Improving memory accesses and the data transfer rate between the PS and PL is the first category of optimizations that can be made to a hardware function. Efficient memory accesses are critical to the performance of hardware functions running on an FPGA.

Data is often stored in an external DDR. However, because accesses to an off-chip DDR can take time and reduce the system performance, it is well understood that in high-performance systems data can also be stored in a local cache to reduce the memory access times and improve run time. In addition to these memories, an FPGA provides local memory where small- to medium-sized data blocks can be stored and efficiently accessed. The memory architecture of a system which uses FPGAs to accelerate performance is similar to that of a CPU+GPU or CPU+DSP system where consideration is given to making the most common memory accesses through the most local memory.

A well-designed hardware function minimizes the latency impact of accessing and storing the data through the extensive use of local memories.

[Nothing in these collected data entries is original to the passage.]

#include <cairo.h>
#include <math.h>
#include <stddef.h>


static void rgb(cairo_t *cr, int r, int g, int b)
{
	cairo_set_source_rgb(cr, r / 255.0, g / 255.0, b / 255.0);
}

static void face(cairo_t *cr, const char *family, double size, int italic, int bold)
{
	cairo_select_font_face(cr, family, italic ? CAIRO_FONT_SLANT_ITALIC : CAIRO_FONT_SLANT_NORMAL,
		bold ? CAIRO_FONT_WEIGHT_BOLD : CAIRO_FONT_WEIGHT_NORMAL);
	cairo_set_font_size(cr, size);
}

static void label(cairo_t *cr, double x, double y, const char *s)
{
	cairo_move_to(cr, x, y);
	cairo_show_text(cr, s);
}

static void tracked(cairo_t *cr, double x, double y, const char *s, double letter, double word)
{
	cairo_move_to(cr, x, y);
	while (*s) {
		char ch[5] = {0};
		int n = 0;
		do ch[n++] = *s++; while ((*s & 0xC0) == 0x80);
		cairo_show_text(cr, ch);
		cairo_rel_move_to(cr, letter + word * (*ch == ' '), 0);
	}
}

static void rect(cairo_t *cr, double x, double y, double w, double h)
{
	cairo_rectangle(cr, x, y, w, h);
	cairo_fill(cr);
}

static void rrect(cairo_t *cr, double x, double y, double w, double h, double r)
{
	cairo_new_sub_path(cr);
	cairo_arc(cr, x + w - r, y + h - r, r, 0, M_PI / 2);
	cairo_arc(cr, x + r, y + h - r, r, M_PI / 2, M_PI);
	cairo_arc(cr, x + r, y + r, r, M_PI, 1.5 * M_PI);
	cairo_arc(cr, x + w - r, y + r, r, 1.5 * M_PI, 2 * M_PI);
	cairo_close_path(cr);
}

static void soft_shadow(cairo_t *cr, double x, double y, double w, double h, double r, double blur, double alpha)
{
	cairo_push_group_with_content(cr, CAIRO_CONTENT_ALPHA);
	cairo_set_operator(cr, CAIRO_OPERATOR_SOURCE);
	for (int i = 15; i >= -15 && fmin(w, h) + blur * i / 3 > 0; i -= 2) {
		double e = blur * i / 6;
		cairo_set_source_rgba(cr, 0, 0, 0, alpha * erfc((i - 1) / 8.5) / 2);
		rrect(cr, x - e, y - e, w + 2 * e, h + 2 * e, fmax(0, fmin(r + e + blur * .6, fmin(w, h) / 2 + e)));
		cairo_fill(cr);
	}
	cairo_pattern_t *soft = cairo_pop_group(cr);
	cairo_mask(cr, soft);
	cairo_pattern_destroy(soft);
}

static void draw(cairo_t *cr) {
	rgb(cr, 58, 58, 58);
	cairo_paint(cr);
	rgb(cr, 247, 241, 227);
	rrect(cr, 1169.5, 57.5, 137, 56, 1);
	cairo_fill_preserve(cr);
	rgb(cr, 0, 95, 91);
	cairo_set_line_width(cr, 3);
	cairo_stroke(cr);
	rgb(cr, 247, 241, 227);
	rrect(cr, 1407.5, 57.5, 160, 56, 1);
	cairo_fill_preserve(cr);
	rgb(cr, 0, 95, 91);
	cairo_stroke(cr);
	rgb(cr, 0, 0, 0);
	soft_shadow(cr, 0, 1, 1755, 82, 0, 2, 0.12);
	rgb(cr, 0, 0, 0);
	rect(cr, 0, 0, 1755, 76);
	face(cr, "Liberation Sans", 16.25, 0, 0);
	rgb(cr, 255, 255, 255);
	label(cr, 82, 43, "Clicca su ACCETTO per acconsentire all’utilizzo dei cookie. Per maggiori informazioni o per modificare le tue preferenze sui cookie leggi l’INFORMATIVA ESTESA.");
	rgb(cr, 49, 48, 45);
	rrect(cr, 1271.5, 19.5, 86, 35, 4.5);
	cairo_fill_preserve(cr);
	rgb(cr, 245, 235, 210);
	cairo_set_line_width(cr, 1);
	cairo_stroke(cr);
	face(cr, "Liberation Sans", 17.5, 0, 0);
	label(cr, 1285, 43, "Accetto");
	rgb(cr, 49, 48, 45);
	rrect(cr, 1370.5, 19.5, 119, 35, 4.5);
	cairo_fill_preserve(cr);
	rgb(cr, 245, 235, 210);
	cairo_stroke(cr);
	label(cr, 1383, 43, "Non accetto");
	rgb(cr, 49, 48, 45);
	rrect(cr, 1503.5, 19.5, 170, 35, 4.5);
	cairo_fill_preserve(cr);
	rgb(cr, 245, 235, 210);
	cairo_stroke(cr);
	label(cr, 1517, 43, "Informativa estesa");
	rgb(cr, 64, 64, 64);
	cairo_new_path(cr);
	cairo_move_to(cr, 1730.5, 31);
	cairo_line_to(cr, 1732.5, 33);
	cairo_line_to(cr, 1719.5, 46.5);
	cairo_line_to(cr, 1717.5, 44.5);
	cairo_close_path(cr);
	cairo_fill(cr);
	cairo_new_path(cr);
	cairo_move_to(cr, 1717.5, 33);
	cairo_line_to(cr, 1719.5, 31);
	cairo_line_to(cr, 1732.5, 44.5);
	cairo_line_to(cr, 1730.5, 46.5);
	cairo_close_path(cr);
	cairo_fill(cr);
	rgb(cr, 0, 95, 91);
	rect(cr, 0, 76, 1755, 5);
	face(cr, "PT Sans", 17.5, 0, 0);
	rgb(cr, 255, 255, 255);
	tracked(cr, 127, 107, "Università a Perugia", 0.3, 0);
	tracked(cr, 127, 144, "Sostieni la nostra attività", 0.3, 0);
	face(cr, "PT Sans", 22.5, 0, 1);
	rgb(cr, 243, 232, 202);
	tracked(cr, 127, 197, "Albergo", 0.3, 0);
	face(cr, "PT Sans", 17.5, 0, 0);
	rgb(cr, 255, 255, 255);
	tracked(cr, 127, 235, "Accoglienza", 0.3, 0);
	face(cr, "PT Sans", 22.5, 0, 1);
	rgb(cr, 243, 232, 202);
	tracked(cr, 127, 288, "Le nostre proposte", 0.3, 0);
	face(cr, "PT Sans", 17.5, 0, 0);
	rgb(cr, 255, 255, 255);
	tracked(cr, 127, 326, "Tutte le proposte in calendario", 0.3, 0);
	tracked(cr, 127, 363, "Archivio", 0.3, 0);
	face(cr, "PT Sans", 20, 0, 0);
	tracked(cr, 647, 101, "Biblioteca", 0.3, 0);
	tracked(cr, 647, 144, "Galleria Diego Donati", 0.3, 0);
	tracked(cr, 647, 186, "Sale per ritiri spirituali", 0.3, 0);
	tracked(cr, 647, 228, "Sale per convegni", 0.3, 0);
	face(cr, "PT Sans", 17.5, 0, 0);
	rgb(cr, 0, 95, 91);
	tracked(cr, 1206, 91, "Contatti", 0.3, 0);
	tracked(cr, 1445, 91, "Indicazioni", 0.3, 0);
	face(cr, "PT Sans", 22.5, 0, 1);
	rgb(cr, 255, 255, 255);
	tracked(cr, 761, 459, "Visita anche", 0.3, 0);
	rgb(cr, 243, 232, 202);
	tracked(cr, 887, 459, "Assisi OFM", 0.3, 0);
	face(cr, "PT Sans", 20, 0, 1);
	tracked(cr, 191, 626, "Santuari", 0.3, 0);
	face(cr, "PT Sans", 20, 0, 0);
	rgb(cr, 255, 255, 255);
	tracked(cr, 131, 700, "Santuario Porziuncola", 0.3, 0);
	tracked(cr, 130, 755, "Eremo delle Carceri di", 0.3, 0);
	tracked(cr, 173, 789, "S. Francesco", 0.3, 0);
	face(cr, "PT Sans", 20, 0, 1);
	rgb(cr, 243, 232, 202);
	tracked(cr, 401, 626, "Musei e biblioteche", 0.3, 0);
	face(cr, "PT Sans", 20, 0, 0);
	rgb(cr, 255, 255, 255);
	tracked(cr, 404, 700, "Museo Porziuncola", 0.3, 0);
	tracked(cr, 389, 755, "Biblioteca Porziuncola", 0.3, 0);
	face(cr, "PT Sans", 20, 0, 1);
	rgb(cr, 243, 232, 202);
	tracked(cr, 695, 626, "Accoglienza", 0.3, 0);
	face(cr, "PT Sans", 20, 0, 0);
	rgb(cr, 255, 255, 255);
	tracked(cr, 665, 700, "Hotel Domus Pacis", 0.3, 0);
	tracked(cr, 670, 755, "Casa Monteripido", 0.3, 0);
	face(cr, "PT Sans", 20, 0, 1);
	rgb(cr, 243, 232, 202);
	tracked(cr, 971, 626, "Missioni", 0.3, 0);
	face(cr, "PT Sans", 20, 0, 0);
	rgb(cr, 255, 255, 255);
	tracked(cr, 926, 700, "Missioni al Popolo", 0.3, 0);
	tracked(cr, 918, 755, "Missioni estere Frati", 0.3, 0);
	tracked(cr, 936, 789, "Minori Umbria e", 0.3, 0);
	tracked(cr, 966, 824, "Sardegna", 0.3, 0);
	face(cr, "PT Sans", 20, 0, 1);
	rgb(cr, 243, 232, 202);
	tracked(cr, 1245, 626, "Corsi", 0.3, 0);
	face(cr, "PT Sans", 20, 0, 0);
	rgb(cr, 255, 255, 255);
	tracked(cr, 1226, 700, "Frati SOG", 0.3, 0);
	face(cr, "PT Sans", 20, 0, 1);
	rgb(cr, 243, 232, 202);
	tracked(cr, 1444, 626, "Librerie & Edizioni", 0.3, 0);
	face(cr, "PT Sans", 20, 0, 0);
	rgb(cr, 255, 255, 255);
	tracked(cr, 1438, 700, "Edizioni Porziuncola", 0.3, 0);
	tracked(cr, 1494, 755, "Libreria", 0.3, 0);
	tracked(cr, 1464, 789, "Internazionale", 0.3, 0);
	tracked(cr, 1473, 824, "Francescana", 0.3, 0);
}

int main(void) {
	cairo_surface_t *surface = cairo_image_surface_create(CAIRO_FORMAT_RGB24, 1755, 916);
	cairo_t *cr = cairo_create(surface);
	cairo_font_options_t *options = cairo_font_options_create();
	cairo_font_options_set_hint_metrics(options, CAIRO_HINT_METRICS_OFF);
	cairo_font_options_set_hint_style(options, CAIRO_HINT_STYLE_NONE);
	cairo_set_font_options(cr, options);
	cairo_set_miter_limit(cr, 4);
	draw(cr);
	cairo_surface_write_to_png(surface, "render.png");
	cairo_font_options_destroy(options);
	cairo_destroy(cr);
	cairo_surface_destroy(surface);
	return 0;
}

A few suggested techniques include the following:

Data Motion Optimization - This includes the transfer of data between the PS and the PL fabric. The SDSoC environment implements a default data motion architecture based on the arguments of the functions selected for the PL. However, optimization directives might be used, for example, to ensure data is stored in contiguous memory to improve the efficiency of the data transfer or a scatter-gather transfer is used to more efficiently transfer very large sets of data.
Data Access Patterns - An FPGA excels at processing data quickly and in a highly concurrent manner. Poor data access patterns interrupt the flow of data and leave the computational power of an FPGA waiting for data. Good data access patterns minimize the use of re-reading data and increase the use of conditional branching to process one sample in multiple ways.
On-Chip Memories - On-chip memories utilize the block RAM on the FPGA and are physically located near the computation. They allow one-cycle reads and writes, thus drastically improving memory access performance. Copying the data efficiently using optimal data access patterns from the DDR to these local memories can be done very quickly using burst transactions and can considerably improve performance.